**Extracted entries**

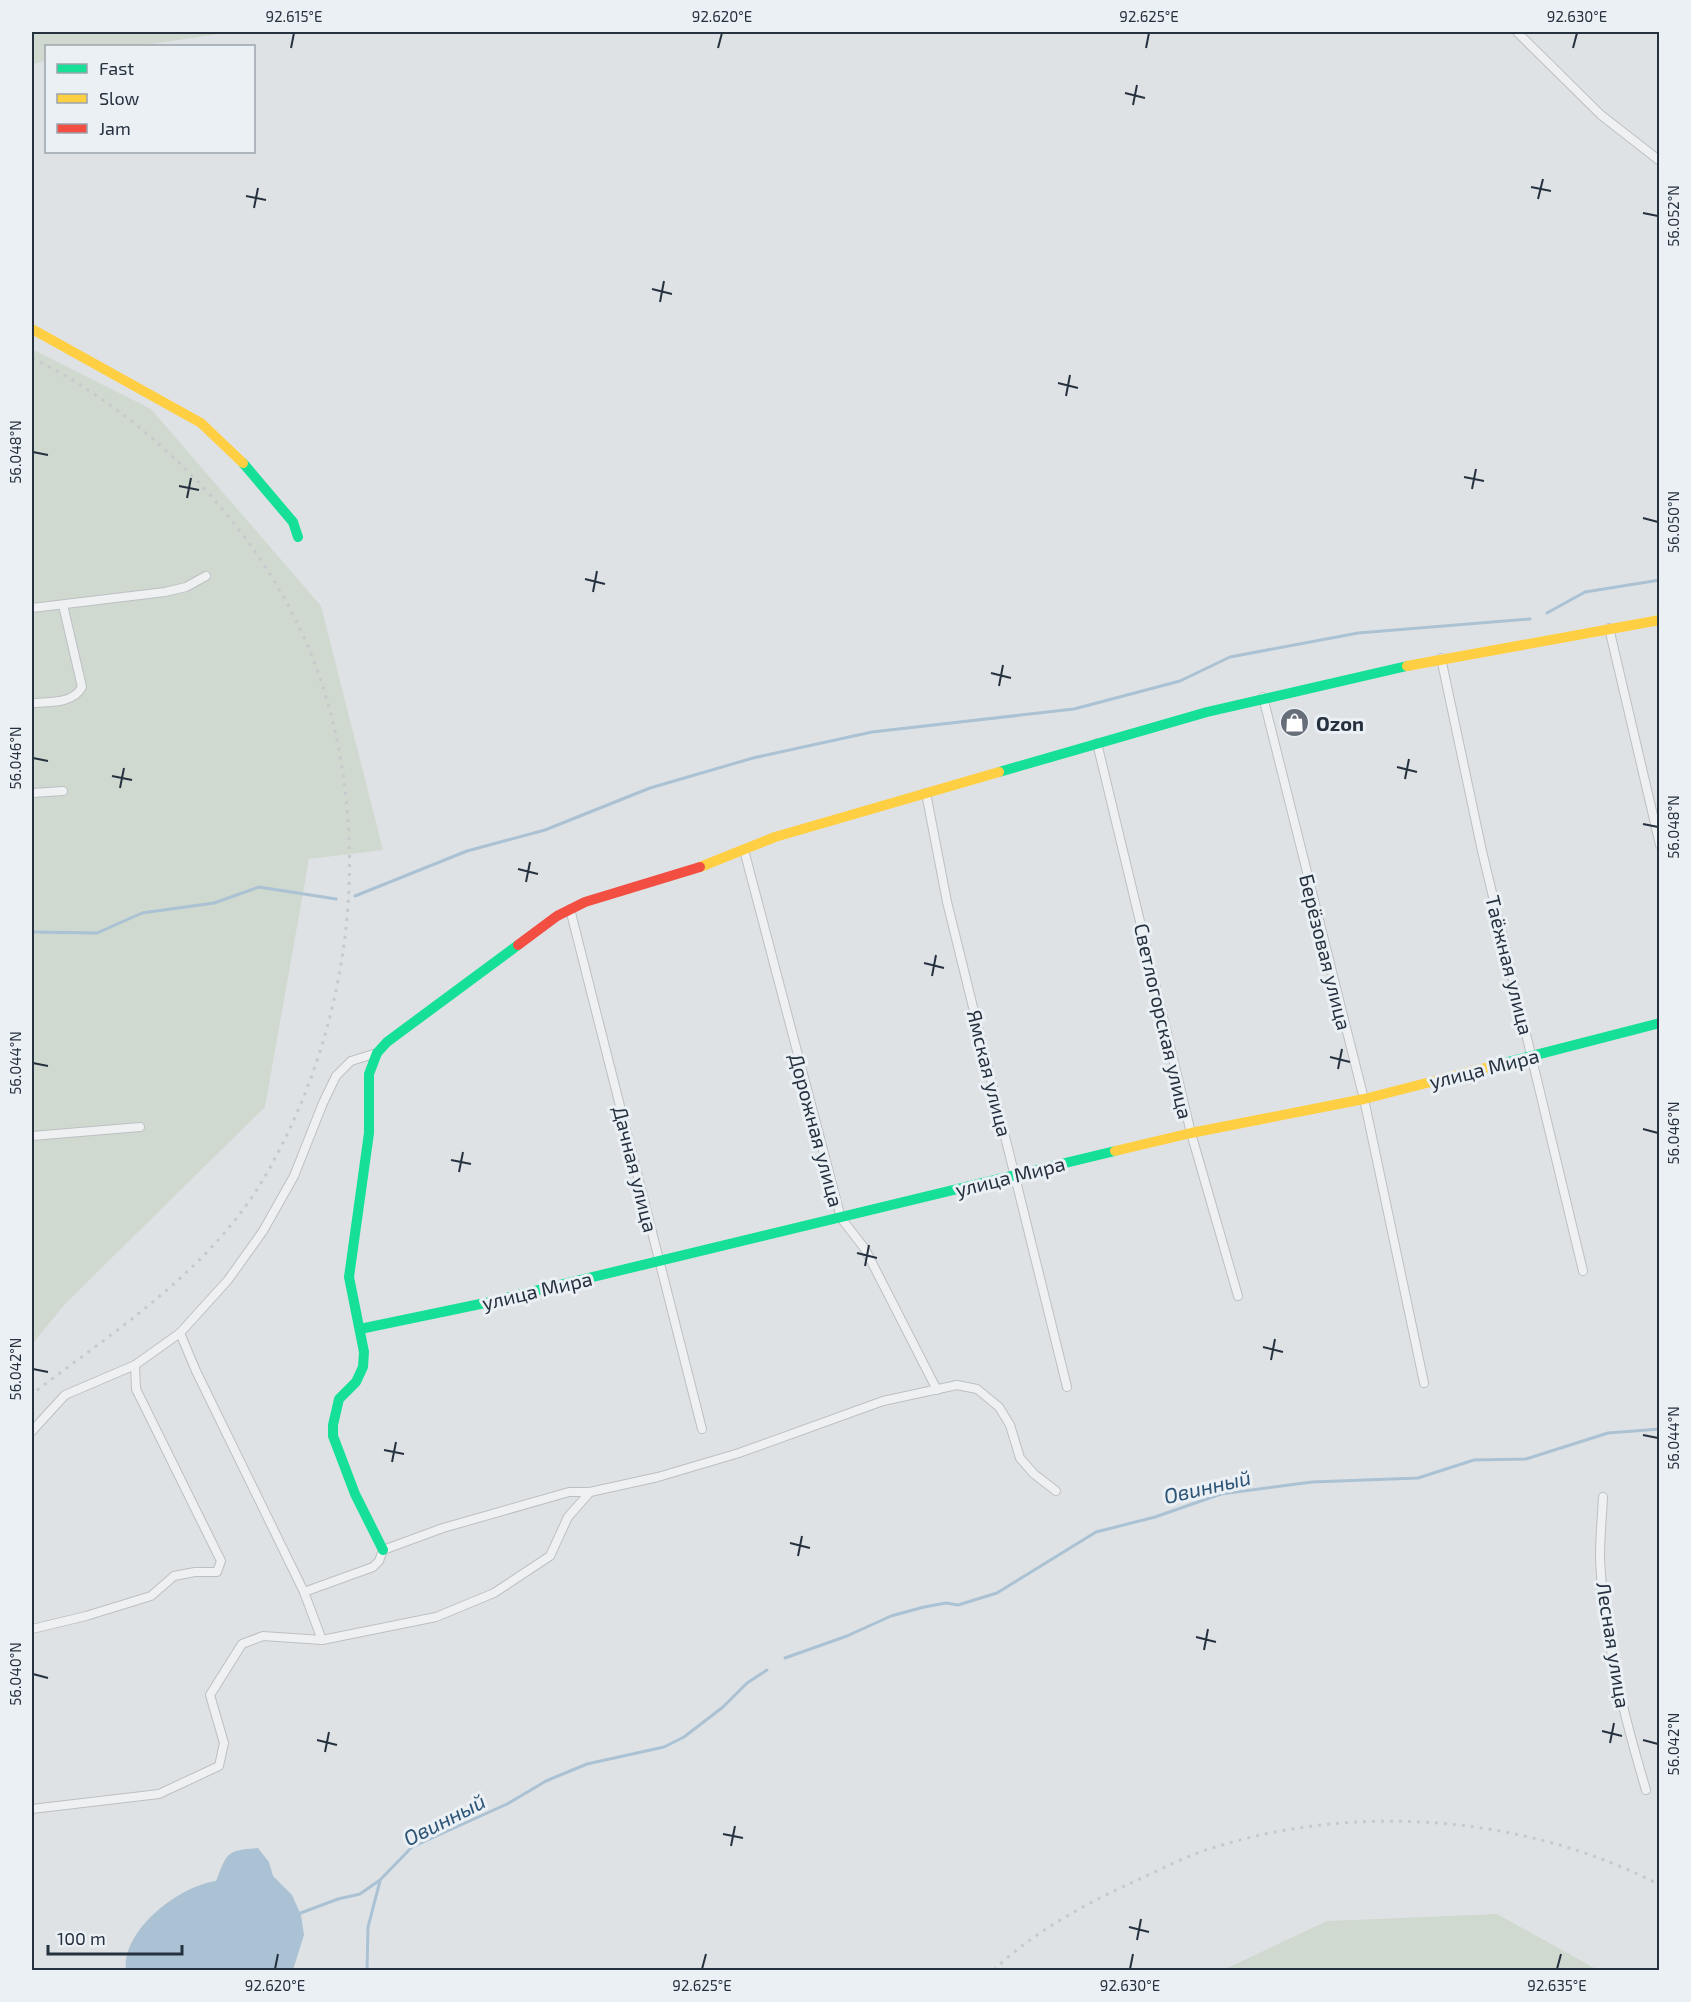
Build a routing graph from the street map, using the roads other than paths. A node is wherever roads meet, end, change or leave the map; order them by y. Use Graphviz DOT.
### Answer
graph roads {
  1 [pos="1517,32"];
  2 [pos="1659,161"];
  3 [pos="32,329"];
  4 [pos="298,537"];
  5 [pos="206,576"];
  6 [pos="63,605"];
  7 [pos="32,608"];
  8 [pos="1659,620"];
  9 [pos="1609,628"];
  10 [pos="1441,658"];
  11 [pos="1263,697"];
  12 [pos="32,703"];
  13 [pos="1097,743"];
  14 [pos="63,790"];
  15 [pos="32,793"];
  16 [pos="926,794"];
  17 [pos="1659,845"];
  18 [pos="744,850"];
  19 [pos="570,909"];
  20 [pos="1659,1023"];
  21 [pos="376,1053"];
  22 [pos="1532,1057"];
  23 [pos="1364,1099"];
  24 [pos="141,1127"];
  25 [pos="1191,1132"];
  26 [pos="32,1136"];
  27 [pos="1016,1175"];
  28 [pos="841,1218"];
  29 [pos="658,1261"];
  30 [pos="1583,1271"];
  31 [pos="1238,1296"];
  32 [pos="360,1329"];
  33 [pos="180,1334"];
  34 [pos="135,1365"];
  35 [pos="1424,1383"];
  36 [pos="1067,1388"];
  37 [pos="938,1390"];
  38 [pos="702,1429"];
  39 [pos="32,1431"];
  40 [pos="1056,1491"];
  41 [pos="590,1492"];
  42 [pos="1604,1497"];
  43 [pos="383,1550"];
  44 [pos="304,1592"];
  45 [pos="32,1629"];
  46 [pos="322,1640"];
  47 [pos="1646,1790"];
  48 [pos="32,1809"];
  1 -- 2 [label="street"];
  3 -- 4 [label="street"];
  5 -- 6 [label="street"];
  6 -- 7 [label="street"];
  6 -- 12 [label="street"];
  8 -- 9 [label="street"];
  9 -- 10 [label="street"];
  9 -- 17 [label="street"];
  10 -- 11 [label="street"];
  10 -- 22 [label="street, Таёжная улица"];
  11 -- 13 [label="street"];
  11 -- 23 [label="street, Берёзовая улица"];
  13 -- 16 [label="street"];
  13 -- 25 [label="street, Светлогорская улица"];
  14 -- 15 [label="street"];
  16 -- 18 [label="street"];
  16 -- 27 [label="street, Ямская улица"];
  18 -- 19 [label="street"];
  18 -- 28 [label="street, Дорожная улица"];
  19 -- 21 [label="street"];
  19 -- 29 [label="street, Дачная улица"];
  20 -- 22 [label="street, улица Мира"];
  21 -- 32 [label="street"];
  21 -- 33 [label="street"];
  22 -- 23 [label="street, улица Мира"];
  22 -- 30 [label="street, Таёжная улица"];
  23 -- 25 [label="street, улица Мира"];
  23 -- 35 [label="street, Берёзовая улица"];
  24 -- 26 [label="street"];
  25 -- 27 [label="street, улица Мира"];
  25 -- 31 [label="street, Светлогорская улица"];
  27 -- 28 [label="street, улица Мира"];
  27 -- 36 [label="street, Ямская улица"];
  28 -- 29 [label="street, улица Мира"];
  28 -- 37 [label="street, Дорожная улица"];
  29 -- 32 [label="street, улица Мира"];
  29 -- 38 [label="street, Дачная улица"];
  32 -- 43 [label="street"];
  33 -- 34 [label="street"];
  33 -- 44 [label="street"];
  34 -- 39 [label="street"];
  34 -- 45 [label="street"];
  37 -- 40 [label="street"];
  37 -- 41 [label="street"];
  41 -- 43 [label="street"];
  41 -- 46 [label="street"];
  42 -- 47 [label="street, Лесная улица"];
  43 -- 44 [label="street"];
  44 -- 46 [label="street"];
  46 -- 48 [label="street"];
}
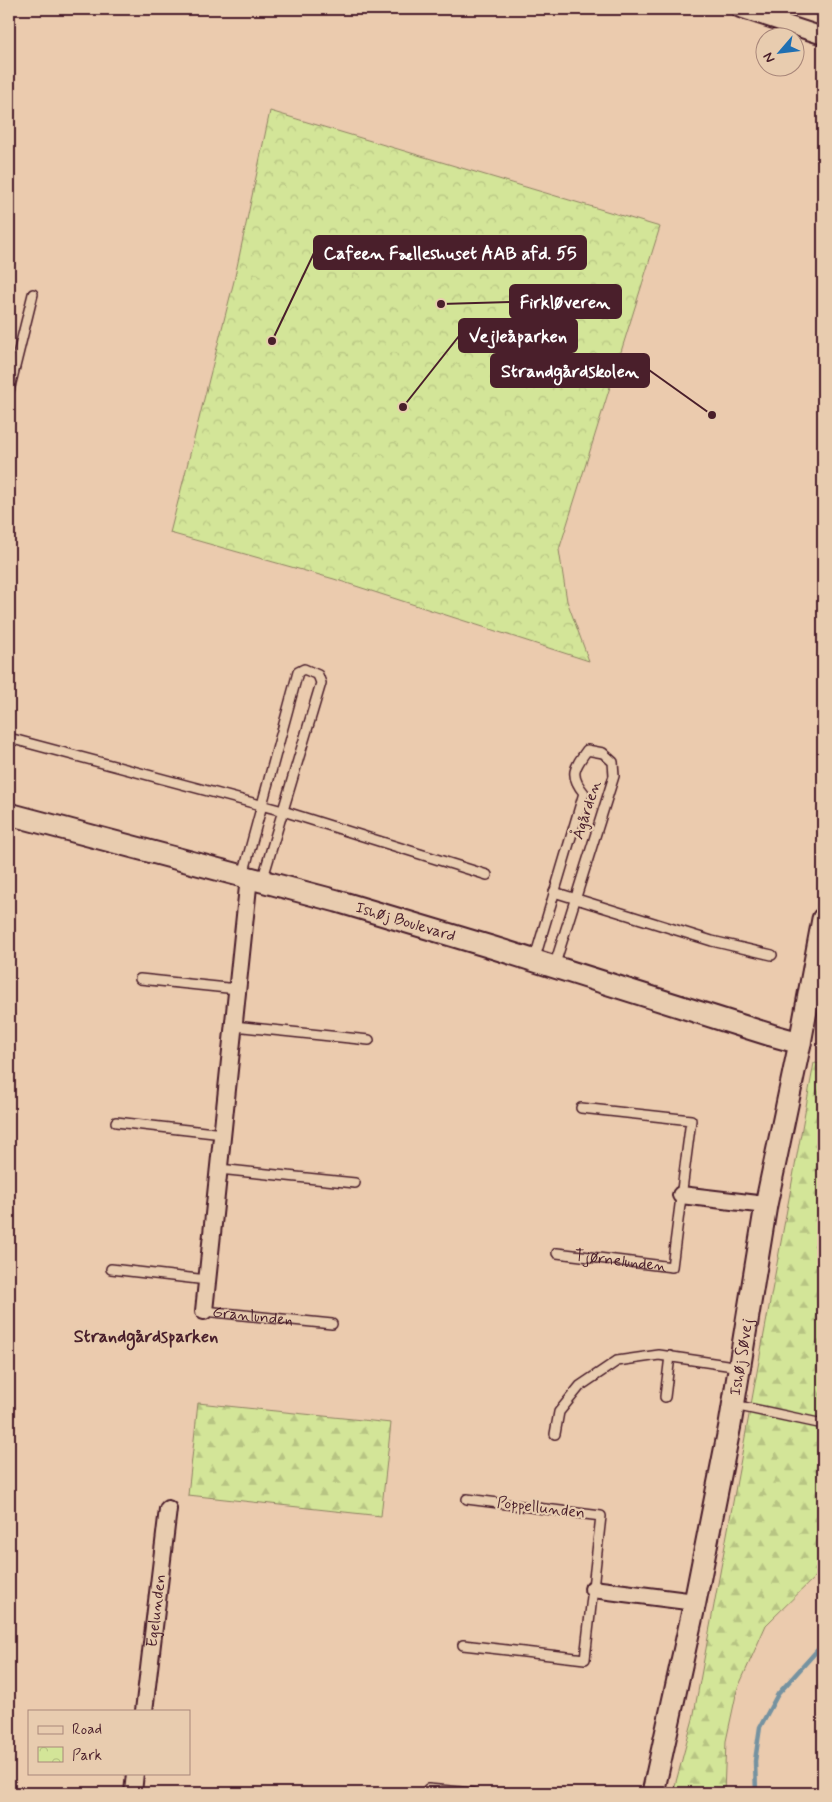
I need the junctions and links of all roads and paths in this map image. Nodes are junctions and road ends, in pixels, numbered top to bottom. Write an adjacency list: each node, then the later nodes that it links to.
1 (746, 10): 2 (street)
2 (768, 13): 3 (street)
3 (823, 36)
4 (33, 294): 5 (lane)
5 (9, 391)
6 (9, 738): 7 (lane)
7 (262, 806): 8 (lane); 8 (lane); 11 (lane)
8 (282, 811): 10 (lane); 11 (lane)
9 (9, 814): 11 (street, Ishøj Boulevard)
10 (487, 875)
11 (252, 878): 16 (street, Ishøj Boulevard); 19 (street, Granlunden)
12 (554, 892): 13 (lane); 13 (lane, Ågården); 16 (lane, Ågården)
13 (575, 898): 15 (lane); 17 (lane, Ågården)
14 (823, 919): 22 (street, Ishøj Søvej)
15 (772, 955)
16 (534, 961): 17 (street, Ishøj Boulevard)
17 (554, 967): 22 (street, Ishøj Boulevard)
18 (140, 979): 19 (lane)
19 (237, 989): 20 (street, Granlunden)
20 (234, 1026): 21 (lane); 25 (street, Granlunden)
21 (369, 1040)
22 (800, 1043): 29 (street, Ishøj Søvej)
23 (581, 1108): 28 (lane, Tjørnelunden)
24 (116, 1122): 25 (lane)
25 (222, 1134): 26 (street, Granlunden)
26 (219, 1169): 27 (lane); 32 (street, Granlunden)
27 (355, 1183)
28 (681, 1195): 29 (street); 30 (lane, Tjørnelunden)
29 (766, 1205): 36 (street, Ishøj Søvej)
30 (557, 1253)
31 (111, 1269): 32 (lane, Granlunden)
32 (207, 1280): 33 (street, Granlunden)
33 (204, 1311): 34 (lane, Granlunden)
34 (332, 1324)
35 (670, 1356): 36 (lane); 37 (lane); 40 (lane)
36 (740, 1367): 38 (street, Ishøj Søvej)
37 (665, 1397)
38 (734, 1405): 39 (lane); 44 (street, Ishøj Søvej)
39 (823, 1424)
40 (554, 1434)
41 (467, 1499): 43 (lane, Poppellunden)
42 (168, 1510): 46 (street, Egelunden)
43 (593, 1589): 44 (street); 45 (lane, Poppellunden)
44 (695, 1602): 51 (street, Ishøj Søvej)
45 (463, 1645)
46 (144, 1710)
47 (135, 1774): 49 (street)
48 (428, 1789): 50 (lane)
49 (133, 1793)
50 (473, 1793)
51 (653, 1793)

**What you need to do**
Set the listing down again exactly, skipping each picture.

**Answer space**
Build a routing graph from the street map, using the roads other than paths. A node is wherever roads meet, end, change or leave the map; order them by y. Use Graphviz DOT.
### Answer
graph roads {
  1 [pos="1517,32"];
  2 [pos="1659,161"];
  3 [pos="32,329"];
  4 [pos="298,537"];
  5 [pos="206,576"];
  6 [pos="63,605"];
  7 [pos="32,608"];
  8 [pos="1659,620"];
  9 [pos="1609,628"];
  10 [pos="1441,658"];
  11 [pos="1263,697"];
  12 [pos="32,703"];
  13 [pos="1097,743"];
  14 [pos="63,790"];
  15 [pos="32,793"];
  16 [pos="926,794"];
  17 [pos="1659,845"];
  18 [pos="744,850"];
  19 [pos="570,909"];
  20 [pos="1659,1023"];
  21 [pos="376,1053"];
  22 [pos="1532,1057"];
  23 [pos="1364,1099"];
  24 [pos="141,1127"];
  25 [pos="1191,1132"];
  26 [pos="32,1136"];
  27 [pos="1016,1175"];
  28 [pos="841,1218"];
  29 [pos="658,1261"];
  30 [pos="1583,1271"];
  31 [pos="1238,1296"];
  32 [pos="360,1329"];
  33 [pos="180,1334"];
  34 [pos="135,1365"];
  35 [pos="1424,1383"];
  36 [pos="1067,1388"];
  37 [pos="938,1390"];
  38 [pos="702,1429"];
  39 [pos="32,1431"];
  40 [pos="1056,1491"];
  41 [pos="590,1492"];
  42 [pos="1604,1497"];
  43 [pos="383,1550"];
  44 [pos="304,1592"];
  45 [pos="32,1629"];
  46 [pos="322,1640"];
  47 [pos="1646,1790"];
  48 [pos="32,1809"];
  1 -- 2 [label="street"];
  3 -- 4 [label="street"];
  5 -- 6 [label="street"];
  6 -- 7 [label="street"];
  6 -- 12 [label="street"];
  8 -- 9 [label="street"];
  9 -- 10 [label="street"];
  9 -- 17 [label="street"];
  10 -- 11 [label="street"];
  10 -- 22 [label="street, Таёжная улица"];
  11 -- 13 [label="street"];
  11 -- 23 [label="street, Берёзовая улица"];
  13 -- 16 [label="street"];
  13 -- 25 [label="street, Светлогорская улица"];
  14 -- 15 [label="street"];
  16 -- 18 [label="street"];
  16 -- 27 [label="street, Ямская улица"];
  18 -- 19 [label="street"];
  18 -- 28 [label="street, Дорожная улица"];
  19 -- 21 [label="street"];
  19 -- 29 [label="street, Дачная улица"];
  20 -- 22 [label="street, улица Мира"];
  21 -- 32 [label="street"];
  21 -- 33 [label="street"];
  22 -- 23 [label="street, улица Мира"];
  22 -- 30 [label="street, Таёжная улица"];
  23 -- 25 [label="street, улица Мира"];
  23 -- 35 [label="street, Берёзовая улица"];
  24 -- 26 [label="street"];
  25 -- 27 [label="street, улица Мира"];
  25 -- 31 [label="street, Светлогорская улица"];
  27 -- 28 [label="street, улица Мира"];
  27 -- 36 [label="street, Ямская улица"];
  28 -- 29 [label="street, улица Мира"];
  28 -- 37 [label="street, Дорожная улица"];
  29 -- 32 [label="street, улица Мира"];
  29 -- 38 [label="street, Дачная улица"];
  32 -- 43 [label="street"];
  33 -- 34 [label="street"];
  33 -- 44 [label="street"];
  34 -- 39 [label="street"];
  34 -- 45 [label="street"];
  37 -- 40 [label="street"];
  37 -- 41 [label="street"];
  41 -- 43 [label="street"];
  41 -- 46 [label="street"];
  42 -- 47 [label="street, Лесная улица"];
  43 -- 44 [label="street"];
  44 -- 46 [label="street"];
  46 -- 48 [label="street"];
}
I need the junctions and links of all roads and paths in this map image. Nodes are junctions and road ends, in pixels, numbered top to bottom. Write an adjacency list: each node, then the later nodes that it links to.
1 (746, 10): 2 (street)
2 (768, 13): 3 (street)
3 (823, 36)
4 (33, 294): 5 (lane)
5 (9, 391)
6 (9, 738): 7 (lane)
7 (262, 806): 8 (lane); 8 (lane); 11 (lane)
8 (282, 811): 10 (lane); 11 (lane)
9 (9, 814): 11 (street, Ishøj Boulevard)
10 (487, 875)
11 (252, 878): 16 (street, Ishøj Boulevard); 19 (street, Granlunden)
12 (554, 892): 13 (lane); 13 (lane, Ågården); 16 (lane, Ågården)
13 (575, 898): 15 (lane); 17 (lane, Ågården)
14 (823, 919): 22 (street, Ishøj Søvej)
15 (772, 955)
16 (534, 961): 17 (street, Ishøj Boulevard)
17 (554, 967): 22 (street, Ishøj Boulevard)
18 (140, 979): 19 (lane)
19 (237, 989): 20 (street, Granlunden)
20 (234, 1026): 21 (lane); 25 (street, Granlunden)
21 (369, 1040)
22 (800, 1043): 29 (street, Ishøj Søvej)
23 (581, 1108): 28 (lane, Tjørnelunden)
24 (116, 1122): 25 (lane)
25 (222, 1134): 26 (street, Granlunden)
26 (219, 1169): 27 (lane); 32 (street, Granlunden)
27 (355, 1183)
28 (681, 1195): 29 (street); 30 (lane, Tjørnelunden)
29 (766, 1205): 36 (street, Ishøj Søvej)
30 (557, 1253)
31 (111, 1269): 32 (lane, Granlunden)
32 (207, 1280): 33 (street, Granlunden)
33 (204, 1311): 34 (lane, Granlunden)
34 (332, 1324)
35 (670, 1356): 36 (lane); 37 (lane); 40 (lane)
36 (740, 1367): 38 (street, Ishøj Søvej)
37 (665, 1397)
38 (734, 1405): 39 (lane); 44 (street, Ishøj Søvej)
39 (823, 1424)
40 (554, 1434)
41 (467, 1499): 43 (lane, Poppellunden)
42 (168, 1510): 46 (street, Egelunden)
43 (593, 1589): 44 (street); 45 (lane, Poppellunden)
44 (695, 1602): 51 (street, Ishøj Søvej)
45 (463, 1645)
46 (144, 1710)
47 (135, 1774): 49 (street)
48 (428, 1789): 50 (lane)
49 (133, 1793)
50 (473, 1793)
51 (653, 1793)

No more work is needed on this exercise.